==== INPUT DATA

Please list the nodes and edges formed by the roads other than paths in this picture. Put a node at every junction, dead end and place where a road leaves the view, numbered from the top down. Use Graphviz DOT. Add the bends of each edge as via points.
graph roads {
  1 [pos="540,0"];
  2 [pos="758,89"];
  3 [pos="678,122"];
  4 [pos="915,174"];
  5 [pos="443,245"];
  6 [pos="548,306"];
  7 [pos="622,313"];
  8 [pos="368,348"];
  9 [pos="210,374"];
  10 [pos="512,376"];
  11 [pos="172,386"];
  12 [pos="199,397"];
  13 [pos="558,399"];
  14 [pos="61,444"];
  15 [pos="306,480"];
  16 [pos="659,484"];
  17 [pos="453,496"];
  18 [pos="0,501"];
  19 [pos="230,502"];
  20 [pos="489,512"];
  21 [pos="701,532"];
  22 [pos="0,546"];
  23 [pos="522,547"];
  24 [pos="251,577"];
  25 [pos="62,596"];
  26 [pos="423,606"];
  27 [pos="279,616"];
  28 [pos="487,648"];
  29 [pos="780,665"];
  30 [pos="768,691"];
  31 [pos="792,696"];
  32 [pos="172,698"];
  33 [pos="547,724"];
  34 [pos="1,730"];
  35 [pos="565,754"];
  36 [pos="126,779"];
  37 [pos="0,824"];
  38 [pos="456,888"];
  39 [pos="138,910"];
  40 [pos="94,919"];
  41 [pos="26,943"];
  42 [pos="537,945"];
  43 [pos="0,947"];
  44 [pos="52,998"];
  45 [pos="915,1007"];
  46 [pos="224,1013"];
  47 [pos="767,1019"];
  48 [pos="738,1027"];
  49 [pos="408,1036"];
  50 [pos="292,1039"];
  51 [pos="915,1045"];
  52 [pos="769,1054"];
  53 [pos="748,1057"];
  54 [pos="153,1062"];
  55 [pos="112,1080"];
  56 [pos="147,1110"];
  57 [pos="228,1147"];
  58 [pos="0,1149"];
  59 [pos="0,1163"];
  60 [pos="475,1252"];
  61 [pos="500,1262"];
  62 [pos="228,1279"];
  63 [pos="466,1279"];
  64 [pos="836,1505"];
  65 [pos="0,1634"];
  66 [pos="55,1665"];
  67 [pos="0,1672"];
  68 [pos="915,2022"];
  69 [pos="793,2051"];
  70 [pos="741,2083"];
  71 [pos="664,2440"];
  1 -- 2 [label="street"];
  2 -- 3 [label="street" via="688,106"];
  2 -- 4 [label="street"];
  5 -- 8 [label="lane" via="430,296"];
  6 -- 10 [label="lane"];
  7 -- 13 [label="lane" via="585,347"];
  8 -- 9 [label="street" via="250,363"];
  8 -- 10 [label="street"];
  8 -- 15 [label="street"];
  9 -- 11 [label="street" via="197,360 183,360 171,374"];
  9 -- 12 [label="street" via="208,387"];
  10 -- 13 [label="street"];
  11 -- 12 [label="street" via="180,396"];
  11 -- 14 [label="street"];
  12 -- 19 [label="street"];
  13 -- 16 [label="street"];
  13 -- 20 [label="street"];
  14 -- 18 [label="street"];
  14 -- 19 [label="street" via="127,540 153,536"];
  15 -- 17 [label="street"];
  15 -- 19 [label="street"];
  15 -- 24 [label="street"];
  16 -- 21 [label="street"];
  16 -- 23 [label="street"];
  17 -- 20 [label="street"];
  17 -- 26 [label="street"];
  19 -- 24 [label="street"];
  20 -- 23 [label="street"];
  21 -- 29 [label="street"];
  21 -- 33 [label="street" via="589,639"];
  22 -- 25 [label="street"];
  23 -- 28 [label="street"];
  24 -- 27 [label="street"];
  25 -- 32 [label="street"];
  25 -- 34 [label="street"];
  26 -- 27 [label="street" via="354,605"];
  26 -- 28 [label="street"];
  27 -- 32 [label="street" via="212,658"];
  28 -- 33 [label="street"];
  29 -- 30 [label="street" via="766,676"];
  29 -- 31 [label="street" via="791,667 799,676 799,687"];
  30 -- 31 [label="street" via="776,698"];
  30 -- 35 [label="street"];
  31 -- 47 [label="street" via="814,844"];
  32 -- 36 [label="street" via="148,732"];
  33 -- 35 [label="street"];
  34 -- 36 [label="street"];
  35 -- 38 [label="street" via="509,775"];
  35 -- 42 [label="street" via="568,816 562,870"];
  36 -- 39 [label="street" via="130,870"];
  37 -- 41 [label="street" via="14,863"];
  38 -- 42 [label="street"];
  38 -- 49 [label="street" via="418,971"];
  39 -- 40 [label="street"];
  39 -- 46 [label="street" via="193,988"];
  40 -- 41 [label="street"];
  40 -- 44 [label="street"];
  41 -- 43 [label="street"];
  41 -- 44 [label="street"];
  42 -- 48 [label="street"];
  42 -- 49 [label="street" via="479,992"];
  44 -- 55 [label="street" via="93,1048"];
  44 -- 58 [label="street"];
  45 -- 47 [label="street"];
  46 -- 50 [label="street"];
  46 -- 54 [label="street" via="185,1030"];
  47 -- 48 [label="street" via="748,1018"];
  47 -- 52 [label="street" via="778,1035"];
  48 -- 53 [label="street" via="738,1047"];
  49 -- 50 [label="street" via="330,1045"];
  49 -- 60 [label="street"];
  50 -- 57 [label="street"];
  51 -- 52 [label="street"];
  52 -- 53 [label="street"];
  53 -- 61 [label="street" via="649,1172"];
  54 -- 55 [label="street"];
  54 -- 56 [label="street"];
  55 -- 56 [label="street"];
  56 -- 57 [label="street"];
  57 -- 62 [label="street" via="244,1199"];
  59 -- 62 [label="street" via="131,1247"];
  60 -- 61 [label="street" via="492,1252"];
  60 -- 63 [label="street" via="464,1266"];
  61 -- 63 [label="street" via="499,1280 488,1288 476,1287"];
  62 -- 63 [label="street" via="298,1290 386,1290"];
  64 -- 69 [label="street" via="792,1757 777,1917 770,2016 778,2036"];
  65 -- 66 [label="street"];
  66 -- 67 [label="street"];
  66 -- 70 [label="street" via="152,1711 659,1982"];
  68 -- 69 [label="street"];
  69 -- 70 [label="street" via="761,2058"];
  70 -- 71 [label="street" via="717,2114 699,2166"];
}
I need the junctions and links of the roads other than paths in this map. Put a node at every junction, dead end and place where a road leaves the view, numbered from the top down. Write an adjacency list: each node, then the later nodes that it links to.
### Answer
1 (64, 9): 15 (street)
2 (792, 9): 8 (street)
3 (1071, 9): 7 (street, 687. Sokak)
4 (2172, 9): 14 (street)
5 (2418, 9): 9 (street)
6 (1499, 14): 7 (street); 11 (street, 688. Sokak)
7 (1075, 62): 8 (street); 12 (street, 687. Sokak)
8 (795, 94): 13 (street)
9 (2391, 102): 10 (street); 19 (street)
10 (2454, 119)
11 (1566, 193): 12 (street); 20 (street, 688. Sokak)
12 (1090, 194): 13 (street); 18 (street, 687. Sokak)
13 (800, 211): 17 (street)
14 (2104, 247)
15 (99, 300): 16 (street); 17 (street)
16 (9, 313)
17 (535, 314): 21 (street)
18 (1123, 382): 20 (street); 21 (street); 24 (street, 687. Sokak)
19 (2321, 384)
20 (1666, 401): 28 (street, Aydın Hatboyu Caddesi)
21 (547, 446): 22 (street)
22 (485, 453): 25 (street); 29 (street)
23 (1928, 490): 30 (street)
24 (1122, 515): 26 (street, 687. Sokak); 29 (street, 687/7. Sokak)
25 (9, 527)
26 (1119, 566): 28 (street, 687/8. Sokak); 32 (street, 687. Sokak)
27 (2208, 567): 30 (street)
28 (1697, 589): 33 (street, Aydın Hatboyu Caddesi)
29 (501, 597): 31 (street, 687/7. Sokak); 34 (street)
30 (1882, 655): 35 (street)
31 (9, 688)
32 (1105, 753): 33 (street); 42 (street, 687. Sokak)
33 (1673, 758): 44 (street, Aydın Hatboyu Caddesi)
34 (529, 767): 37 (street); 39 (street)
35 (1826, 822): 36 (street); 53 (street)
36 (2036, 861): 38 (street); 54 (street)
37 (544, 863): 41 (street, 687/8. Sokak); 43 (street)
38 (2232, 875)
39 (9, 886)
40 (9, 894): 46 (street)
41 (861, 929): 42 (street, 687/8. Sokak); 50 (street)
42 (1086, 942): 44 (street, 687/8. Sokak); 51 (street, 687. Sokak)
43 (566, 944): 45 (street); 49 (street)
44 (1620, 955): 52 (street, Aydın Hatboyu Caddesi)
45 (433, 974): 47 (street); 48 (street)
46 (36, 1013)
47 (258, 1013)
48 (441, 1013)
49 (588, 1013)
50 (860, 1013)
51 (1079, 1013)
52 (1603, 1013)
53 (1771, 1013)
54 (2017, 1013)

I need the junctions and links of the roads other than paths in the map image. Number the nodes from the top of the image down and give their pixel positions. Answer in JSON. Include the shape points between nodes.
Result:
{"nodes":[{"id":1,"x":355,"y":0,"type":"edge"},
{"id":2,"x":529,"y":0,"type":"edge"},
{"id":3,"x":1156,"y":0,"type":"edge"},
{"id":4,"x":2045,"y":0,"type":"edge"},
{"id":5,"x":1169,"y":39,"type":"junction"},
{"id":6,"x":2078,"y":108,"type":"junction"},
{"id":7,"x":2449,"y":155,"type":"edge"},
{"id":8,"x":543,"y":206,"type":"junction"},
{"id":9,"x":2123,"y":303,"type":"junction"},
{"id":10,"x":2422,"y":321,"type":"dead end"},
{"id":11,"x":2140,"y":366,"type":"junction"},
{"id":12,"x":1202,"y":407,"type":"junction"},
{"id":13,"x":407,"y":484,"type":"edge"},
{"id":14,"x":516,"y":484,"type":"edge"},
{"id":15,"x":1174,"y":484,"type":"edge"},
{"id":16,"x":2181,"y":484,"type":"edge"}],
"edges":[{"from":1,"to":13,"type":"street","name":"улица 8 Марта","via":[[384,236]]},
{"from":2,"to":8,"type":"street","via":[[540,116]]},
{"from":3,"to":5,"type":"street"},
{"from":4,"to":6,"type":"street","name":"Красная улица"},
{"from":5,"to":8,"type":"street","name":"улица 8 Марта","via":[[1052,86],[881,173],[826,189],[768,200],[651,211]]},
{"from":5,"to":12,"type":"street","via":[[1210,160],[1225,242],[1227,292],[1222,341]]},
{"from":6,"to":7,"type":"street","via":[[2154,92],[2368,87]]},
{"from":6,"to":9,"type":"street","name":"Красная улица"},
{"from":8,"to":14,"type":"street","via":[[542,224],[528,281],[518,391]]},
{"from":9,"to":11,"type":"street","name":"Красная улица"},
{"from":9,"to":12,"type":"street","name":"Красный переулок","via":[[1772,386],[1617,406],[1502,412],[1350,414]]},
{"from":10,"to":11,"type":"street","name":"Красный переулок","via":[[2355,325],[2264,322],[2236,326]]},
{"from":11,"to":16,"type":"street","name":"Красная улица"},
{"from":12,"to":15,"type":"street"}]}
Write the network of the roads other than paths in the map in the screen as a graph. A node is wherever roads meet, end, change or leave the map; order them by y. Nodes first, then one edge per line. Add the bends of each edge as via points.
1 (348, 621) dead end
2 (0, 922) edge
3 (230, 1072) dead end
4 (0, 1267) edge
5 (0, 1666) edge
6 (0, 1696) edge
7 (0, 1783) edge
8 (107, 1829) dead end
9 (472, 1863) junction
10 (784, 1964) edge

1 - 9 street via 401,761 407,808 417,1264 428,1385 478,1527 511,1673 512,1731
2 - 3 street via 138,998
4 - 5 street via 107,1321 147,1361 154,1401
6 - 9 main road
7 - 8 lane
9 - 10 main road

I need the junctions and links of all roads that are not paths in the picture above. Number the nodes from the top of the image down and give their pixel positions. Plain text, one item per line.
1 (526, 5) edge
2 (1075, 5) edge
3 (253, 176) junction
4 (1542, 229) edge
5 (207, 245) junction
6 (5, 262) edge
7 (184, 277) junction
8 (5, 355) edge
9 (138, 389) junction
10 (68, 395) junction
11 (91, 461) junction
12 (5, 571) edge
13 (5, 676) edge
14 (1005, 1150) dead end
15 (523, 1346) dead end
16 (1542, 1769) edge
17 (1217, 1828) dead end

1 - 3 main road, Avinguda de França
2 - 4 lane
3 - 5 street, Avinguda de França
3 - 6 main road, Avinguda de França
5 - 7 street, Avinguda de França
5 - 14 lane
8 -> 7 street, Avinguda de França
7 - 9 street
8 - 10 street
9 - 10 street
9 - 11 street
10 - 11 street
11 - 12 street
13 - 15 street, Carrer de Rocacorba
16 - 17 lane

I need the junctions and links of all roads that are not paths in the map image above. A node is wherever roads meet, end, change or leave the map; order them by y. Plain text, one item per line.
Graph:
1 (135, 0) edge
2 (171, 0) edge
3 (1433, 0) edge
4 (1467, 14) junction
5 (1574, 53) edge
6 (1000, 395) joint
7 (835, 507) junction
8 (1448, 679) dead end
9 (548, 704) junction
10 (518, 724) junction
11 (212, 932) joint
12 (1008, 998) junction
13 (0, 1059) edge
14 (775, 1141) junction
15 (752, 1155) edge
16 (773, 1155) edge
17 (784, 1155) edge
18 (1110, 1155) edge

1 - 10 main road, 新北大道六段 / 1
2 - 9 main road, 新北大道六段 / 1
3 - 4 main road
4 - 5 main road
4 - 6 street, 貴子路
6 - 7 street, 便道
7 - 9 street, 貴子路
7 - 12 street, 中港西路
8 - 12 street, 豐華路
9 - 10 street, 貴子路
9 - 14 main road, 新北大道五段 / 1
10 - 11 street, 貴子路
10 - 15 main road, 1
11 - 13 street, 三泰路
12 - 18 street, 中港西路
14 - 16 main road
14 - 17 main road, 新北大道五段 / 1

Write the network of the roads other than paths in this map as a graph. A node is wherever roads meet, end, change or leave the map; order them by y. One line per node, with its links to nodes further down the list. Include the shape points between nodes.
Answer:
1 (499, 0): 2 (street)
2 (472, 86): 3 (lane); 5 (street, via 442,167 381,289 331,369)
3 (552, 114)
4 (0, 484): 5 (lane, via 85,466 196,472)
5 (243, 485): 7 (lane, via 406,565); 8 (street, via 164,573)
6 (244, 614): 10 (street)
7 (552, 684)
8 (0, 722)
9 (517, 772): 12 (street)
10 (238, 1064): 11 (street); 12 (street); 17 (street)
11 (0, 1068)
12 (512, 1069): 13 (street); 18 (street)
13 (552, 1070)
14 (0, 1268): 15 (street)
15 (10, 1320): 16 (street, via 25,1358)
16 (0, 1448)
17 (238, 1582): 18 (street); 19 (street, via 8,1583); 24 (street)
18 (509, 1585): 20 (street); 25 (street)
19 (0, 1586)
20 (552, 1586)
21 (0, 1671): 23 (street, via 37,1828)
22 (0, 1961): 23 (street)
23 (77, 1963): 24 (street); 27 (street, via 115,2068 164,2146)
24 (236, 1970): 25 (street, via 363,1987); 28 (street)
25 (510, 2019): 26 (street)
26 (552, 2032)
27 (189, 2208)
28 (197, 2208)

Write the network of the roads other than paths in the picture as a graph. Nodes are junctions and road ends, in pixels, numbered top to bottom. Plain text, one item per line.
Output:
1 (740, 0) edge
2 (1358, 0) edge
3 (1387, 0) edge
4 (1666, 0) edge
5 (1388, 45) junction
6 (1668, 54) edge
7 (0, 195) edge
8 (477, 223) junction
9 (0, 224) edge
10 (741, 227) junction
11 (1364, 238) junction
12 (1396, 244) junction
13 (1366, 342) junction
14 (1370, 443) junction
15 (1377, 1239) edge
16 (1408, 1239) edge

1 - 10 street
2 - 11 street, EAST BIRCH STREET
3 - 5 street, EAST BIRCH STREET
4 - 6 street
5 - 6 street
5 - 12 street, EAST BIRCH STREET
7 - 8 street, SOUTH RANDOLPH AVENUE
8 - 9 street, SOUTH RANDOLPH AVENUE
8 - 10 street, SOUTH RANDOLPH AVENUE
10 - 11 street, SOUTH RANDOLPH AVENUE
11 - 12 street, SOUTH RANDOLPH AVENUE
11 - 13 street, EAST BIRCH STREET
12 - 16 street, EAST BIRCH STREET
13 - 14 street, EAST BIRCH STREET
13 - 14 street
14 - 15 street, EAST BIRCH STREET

========

EXERCISE AIM | The line containing "bottom. Plain text, one item per line." begins the span, and the last line of the records above ends it. Return that span exactly, and nothing outside it.

RESPONSE FOR THIS EXERCISE |
Write the network of the roads other than paths in the picture as a graph. Nodes are junctions and road ends, in pixels, numbered top to bottom. Plain text, one item per line.
Output:
1 (740, 0) edge
2 (1358, 0) edge
3 (1387, 0) edge
4 (1666, 0) edge
5 (1388, 45) junction
6 (1668, 54) edge
7 (0, 195) edge
8 (477, 223) junction
9 (0, 224) edge
10 (741, 227) junction
11 (1364, 238) junction
12 (1396, 244) junction
13 (1366, 342) junction
14 (1370, 443) junction
15 (1377, 1239) edge
16 (1408, 1239) edge

1 - 10 street
2 - 11 street, EAST BIRCH STREET
3 - 5 street, EAST BIRCH STREET
4 - 6 street
5 - 6 street
5 - 12 street, EAST BIRCH STREET
7 - 8 street, SOUTH RANDOLPH AVENUE
8 - 9 street, SOUTH RANDOLPH AVENUE
8 - 10 street, SOUTH RANDOLPH AVENUE
10 - 11 street, SOUTH RANDOLPH AVENUE
11 - 12 street, SOUTH RANDOLPH AVENUE
11 - 13 street, EAST BIRCH STREET
12 - 16 street, EAST BIRCH STREET
13 - 14 street, EAST BIRCH STREET
13 - 14 street
14 - 15 street, EAST BIRCH STREET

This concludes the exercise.